Large-scale agro-investments in Ethiopia's Oromia region: Exaggerated expectations?
Author: Posluschny-Treuner, Myra (University of Basel)
The ongoing global discourse on drivers of large-scale agricultural land investments as well as raised questions on impacts and appropriate guidelines for investors remain, so far, more or less on a macro-level. Although such macro-level analyses are essential to understand the relatively new phenomenon of large-scale agrarian land investments, micro-level studies are inevitable to complete the whole picture. Thus, micro-level studies contribute to an understanding of effects on local populations, their role, the role of investors on site as well as of local authorities. In this respect, this paper provides insights into micro-level de-facto effects of an international large-scale agricultural investment project in Ethiopia’s Oromia region.
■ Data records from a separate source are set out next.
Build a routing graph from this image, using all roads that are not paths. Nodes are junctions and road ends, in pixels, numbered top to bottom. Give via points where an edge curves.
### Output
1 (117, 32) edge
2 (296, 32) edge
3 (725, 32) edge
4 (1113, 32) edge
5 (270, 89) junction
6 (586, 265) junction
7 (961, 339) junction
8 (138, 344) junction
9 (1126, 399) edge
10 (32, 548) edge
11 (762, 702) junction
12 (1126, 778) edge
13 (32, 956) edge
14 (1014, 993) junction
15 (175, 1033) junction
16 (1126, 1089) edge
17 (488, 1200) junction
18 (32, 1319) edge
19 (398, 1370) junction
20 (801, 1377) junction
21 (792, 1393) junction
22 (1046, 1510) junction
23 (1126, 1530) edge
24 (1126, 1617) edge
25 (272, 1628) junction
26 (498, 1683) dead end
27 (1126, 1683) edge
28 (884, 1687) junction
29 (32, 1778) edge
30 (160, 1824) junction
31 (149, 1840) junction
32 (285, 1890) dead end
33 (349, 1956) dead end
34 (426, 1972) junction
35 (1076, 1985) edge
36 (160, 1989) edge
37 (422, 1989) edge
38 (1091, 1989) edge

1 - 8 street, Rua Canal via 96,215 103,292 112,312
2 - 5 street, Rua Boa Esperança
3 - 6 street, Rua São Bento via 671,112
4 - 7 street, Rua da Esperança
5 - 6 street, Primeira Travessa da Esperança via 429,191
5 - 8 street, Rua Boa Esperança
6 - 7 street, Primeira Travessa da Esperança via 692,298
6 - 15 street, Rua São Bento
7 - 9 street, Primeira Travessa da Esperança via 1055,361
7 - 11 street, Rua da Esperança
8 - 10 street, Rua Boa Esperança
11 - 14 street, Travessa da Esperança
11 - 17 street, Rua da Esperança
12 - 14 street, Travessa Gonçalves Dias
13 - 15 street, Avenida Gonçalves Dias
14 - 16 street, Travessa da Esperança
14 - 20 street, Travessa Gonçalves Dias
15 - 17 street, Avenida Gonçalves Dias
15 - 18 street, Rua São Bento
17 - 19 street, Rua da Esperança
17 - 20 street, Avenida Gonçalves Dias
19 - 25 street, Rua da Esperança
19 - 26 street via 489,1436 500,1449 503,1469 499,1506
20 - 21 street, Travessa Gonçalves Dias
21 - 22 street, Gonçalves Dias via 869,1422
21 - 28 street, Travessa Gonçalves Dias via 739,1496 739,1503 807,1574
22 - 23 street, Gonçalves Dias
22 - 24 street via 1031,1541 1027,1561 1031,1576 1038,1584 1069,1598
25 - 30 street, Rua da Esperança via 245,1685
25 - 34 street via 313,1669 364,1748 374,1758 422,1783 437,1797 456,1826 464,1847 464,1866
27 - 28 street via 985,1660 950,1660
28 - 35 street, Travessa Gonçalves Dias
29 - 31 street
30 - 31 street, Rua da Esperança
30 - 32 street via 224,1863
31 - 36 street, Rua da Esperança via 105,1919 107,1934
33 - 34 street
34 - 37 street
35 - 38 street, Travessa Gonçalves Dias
Until now, most r esearch focusing on Ethiopia concentrated more on investment sites in Gambela region, due to the attention catching investments above 100'000 ha. However, Oromia region is one of the main targeted regions and at the same time densely populated. Given this, farm investments on a large-scale have a high potential to trigger conflicts, but also could facilitate the Ethiopian government approach of agricultural modernization and development of the rural area. Based on recent empirical research with strong emphasis on qualitative field research, this paper illustrates and analyzes socio-economic impacts of large-scale land investments in Ethiopia by means of a case study of one major foreign investment project in Oromia region. This paper argues that different perceptions and unfulfilled mutual expectations of all actors involved trigger conflict between all actors and thus contribute strongly to the failure of the respective investment project. This, in turn, does prevent any intended positive socio-economic effects by the Ethiopian government. A phenomenon which deserves much more attention in future research.
Author: Anlauf, Axel (Roskilde University)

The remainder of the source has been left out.